(Records from a dataset)
______________________________
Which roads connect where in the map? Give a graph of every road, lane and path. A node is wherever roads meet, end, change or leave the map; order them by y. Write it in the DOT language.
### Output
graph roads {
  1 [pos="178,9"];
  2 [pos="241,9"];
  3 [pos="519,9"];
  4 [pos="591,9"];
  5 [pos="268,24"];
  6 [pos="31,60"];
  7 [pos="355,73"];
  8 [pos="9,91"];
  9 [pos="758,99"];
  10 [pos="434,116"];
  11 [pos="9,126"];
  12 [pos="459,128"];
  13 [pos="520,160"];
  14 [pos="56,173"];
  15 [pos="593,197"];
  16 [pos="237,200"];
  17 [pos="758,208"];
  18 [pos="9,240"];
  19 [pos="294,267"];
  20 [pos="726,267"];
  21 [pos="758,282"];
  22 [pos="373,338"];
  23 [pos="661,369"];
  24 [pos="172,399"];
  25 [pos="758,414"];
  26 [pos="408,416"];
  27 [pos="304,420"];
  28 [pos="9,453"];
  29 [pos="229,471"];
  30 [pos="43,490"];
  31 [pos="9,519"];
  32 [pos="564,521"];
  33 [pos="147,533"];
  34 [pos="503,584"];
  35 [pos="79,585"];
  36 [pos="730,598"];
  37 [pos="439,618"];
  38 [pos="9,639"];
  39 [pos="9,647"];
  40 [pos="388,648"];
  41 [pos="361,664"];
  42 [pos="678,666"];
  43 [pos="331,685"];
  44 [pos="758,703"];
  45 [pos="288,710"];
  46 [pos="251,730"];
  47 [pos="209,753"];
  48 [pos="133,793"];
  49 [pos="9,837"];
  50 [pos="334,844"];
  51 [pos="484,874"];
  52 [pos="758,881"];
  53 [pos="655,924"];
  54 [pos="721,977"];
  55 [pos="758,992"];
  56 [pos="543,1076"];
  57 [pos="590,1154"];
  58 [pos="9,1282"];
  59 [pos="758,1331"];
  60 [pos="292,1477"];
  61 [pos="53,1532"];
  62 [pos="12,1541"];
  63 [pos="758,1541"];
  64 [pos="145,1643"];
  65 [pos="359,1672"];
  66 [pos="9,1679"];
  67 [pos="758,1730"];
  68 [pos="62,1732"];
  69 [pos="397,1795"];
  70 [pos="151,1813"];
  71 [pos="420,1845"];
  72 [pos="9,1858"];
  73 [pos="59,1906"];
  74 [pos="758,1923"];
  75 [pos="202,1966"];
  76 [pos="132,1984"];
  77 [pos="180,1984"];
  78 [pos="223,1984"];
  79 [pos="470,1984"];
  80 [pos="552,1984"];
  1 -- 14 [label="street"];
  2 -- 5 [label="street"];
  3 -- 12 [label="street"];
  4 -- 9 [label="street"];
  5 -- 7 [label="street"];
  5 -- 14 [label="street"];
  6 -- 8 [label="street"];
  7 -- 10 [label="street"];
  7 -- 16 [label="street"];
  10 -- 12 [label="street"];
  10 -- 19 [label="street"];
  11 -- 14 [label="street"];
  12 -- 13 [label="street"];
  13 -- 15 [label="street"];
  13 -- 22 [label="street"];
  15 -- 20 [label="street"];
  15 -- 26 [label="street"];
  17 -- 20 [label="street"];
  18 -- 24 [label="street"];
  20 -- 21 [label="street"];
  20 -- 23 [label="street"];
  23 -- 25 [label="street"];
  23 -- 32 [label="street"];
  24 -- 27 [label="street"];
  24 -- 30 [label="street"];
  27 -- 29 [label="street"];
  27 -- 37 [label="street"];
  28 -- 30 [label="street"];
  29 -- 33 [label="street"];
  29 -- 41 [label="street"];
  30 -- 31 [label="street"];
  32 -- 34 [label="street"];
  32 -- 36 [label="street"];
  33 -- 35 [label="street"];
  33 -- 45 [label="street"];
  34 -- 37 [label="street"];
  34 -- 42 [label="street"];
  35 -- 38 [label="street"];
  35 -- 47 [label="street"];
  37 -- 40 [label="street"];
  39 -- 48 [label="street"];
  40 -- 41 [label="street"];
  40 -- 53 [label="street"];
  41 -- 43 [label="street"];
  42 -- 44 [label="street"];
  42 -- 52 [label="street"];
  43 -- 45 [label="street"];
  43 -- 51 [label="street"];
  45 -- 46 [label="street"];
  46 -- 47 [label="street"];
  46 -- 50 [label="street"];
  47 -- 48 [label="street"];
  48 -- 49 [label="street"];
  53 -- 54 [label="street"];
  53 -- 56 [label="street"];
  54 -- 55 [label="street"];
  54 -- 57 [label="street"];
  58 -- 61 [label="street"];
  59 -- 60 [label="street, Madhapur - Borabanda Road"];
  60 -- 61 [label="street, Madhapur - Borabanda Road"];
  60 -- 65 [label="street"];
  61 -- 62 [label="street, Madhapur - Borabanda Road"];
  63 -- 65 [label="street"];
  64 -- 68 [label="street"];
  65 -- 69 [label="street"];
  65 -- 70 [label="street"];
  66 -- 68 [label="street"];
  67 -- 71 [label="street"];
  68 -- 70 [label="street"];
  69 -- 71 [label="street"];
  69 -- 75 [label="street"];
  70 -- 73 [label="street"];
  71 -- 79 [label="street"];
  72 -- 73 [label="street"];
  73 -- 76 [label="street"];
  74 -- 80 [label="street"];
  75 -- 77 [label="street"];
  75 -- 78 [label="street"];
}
______________________________
→ TASK OBJECTIVE: Each entry must be set down exactly as it appears.

→ ANSWER BELOW:
Which roads connect where in the map? Give a graph of every road, lane and path. A node is wherever roads meet, end, change or leave the map; order them by y. Write it in the DOT language.
### Output
graph roads {
  1 [pos="178,9"];
  2 [pos="241,9"];
  3 [pos="519,9"];
  4 [pos="591,9"];
  5 [pos="268,24"];
  6 [pos="31,60"];
  7 [pos="355,73"];
  8 [pos="9,91"];
  9 [pos="758,99"];
  10 [pos="434,116"];
  11 [pos="9,126"];
  12 [pos="459,128"];
  13 [pos="520,160"];
  14 [pos="56,173"];
  15 [pos="593,197"];
  16 [pos="237,200"];
  17 [pos="758,208"];
  18 [pos="9,240"];
  19 [pos="294,267"];
  20 [pos="726,267"];
  21 [pos="758,282"];
  22 [pos="373,338"];
  23 [pos="661,369"];
  24 [pos="172,399"];
  25 [pos="758,414"];
  26 [pos="408,416"];
  27 [pos="304,420"];
  28 [pos="9,453"];
  29 [pos="229,471"];
  30 [pos="43,490"];
  31 [pos="9,519"];
  32 [pos="564,521"];
  33 [pos="147,533"];
  34 [pos="503,584"];
  35 [pos="79,585"];
  36 [pos="730,598"];
  37 [pos="439,618"];
  38 [pos="9,639"];
  39 [pos="9,647"];
  40 [pos="388,648"];
  41 [pos="361,664"];
  42 [pos="678,666"];
  43 [pos="331,685"];
  44 [pos="758,703"];
  45 [pos="288,710"];
  46 [pos="251,730"];
  47 [pos="209,753"];
  48 [pos="133,793"];
  49 [pos="9,837"];
  50 [pos="334,844"];
  51 [pos="484,874"];
  52 [pos="758,881"];
  53 [pos="655,924"];
  54 [pos="721,977"];
  55 [pos="758,992"];
  56 [pos="543,1076"];
  57 [pos="590,1154"];
  58 [pos="9,1282"];
  59 [pos="758,1331"];
  60 [pos="292,1477"];
  61 [pos="53,1532"];
  62 [pos="12,1541"];
  63 [pos="758,1541"];
  64 [pos="145,1643"];
  65 [pos="359,1672"];
  66 [pos="9,1679"];
  67 [pos="758,1730"];
  68 [pos="62,1732"];
  69 [pos="397,1795"];
  70 [pos="151,1813"];
  71 [pos="420,1845"];
  72 [pos="9,1858"];
  73 [pos="59,1906"];
  74 [pos="758,1923"];
  75 [pos="202,1966"];
  76 [pos="132,1984"];
  77 [pos="180,1984"];
  78 [pos="223,1984"];
  79 [pos="470,1984"];
  80 [pos="552,1984"];
  1 -- 14 [label="street"];
  2 -- 5 [label="street"];
  3 -- 12 [label="street"];
  4 -- 9 [label="street"];
  5 -- 7 [label="street"];
  5 -- 14 [label="street"];
  6 -- 8 [label="street"];
  7 -- 10 [label="street"];
  7 -- 16 [label="street"];
  10 -- 12 [label="street"];
  10 -- 19 [label="street"];
  11 -- 14 [label="street"];
  12 -- 13 [label="street"];
  13 -- 15 [label="street"];
  13 -- 22 [label="street"];
  15 -- 20 [label="street"];
  15 -- 26 [label="street"];
  17 -- 20 [label="street"];
  18 -- 24 [label="street"];
  20 -- 21 [label="street"];
  20 -- 23 [label="street"];
  23 -- 25 [label="street"];
  23 -- 32 [label="street"];
  24 -- 27 [label="street"];
  24 -- 30 [label="street"];
  27 -- 29 [label="street"];
  27 -- 37 [label="street"];
  28 -- 30 [label="street"];
  29 -- 33 [label="street"];
  29 -- 41 [label="street"];
  30 -- 31 [label="street"];
  32 -- 34 [label="street"];
  32 -- 36 [label="street"];
  33 -- 35 [label="street"];
  33 -- 45 [label="street"];
  34 -- 37 [label="street"];
  34 -- 42 [label="street"];
  35 -- 38 [label="street"];
  35 -- 47 [label="street"];
  37 -- 40 [label="street"];
  39 -- 48 [label="street"];
  40 -- 41 [label="street"];
  40 -- 53 [label="street"];
  41 -- 43 [label="street"];
  42 -- 44 [label="street"];
  42 -- 52 [label="street"];
  43 -- 45 [label="street"];
  43 -- 51 [label="street"];
  45 -- 46 [label="street"];
  46 -- 47 [label="street"];
  46 -- 50 [label="street"];
  47 -- 48 [label="street"];
  48 -- 49 [label="street"];
  53 -- 54 [label="street"];
  53 -- 56 [label="street"];
  54 -- 55 [label="street"];
  54 -- 57 [label="street"];
  58 -- 61 [label="street"];
  59 -- 60 [label="street, Madhapur - Borabanda Road"];
  60 -- 61 [label="street, Madhapur - Borabanda Road"];
  60 -- 65 [label="street"];
  61 -- 62 [label="street, Madhapur - Borabanda Road"];
  63 -- 65 [label="street"];
  64 -- 68 [label="street"];
  65 -- 69 [label="street"];
  65 -- 70 [label="street"];
  66 -- 68 [label="street"];
  67 -- 71 [label="street"];
  68 -- 70 [label="street"];
  69 -- 71 [label="street"];
  69 -- 75 [label="street"];
  70 -- 73 [label="street"];
  71 -- 79 [label="street"];
  72 -- 73 [label="street"];
  73 -- 76 [label="street"];
  74 -- 80 [label="street"];
  75 -- 77 [label="street"];
  75 -- 78 [label="street"];
}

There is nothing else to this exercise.